How Are Your Actions Affecting Your Relationships?

Do you ever find yourself fuming over something your kids did, only to lash out at them with biting words and drastic punishments?

In these moments, it can be challenging to take a step back and see the situation for what it truly is. Chances are, it’s not that big of a deal.

We may get angry, but we can’t let our anger determine the severity of our punishments.

I frequently remind myself of the words of Viktor E. Frankl. Frankl was an Austrian neurologist and psychiatrist as well as a Holocaust survivor. He said, “Between stimulus and response there is a space. In that space is our power to choose our response. In our response lies our growth and our freedom.”

When you find yourself in a frustrating situation with your kids, ask yourself, “Is what I’m considering doing right now an appropriate response to their actions?”

Consider also how your reactions affect your relationships. If we are angry and hateful in response to our kids’ disobedience, what is that doing to our relationship? Are we “beating them into submission” at the expense of fostering a safe, loving, and secure relationship?

Let’s go back to Frankl’s words. We have the power to choose our response to any circumstance. In our response lies our growth and freedom.
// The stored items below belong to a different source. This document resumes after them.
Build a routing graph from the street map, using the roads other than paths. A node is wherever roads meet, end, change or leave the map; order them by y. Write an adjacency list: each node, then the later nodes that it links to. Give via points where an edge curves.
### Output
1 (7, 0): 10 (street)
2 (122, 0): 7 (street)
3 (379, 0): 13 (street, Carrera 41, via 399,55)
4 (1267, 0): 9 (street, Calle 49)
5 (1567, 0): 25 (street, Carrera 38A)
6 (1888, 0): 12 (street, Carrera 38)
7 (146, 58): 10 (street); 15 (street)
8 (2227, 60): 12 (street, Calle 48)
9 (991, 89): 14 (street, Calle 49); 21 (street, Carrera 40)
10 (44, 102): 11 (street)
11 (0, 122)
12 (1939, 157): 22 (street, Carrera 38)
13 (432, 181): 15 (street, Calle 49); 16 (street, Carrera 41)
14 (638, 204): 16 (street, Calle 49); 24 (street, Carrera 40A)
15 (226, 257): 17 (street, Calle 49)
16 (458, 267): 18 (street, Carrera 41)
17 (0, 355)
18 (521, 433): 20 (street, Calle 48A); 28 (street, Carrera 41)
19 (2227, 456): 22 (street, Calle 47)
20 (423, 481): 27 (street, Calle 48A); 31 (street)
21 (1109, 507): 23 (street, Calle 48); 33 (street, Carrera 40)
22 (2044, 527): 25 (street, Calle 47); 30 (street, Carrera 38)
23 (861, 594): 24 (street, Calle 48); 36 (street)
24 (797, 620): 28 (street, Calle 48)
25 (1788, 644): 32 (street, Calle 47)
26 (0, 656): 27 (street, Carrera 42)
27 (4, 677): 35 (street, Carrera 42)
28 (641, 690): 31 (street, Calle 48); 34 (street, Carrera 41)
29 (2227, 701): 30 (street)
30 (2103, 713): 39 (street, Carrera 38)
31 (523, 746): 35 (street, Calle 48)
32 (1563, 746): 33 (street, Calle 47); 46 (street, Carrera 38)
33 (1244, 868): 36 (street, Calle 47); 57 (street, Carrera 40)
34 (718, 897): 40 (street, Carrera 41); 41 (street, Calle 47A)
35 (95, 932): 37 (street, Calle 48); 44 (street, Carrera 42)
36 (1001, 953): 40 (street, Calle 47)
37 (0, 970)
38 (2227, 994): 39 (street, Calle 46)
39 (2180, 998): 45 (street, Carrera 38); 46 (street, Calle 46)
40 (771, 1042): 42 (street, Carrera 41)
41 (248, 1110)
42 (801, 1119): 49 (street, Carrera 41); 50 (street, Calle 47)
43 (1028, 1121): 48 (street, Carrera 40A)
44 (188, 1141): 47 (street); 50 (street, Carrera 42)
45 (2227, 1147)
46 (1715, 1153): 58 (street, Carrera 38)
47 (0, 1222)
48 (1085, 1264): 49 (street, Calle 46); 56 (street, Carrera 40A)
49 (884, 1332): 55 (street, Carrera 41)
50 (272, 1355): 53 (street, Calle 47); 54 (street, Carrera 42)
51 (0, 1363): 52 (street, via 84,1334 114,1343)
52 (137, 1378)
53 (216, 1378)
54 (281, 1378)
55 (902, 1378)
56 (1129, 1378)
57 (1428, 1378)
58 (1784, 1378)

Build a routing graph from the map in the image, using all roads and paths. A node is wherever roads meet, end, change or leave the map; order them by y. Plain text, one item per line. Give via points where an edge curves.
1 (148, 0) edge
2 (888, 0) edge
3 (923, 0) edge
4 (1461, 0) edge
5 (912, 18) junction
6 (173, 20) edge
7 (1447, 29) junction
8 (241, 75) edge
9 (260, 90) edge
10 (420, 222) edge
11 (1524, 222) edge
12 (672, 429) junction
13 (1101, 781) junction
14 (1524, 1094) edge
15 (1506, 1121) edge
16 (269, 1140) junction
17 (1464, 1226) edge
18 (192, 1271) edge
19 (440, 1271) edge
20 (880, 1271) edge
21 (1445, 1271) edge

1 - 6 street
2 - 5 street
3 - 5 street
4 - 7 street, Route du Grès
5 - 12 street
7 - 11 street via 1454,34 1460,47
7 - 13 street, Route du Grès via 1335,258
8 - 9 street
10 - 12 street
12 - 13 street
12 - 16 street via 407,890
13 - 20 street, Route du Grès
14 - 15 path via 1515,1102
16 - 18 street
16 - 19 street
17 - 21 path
Are you choosing responses that are growing your relationships with your kids and freeing you to be a kinder and more loving mama? Or are your responses crippling those relationships because you’ve become a slave to your emotions? Take some time this week to make use of the space between the stimuli of your life and your responses.

How do you handle your emotions in regards to your responses to your children’s behavior? Share in the comment section below!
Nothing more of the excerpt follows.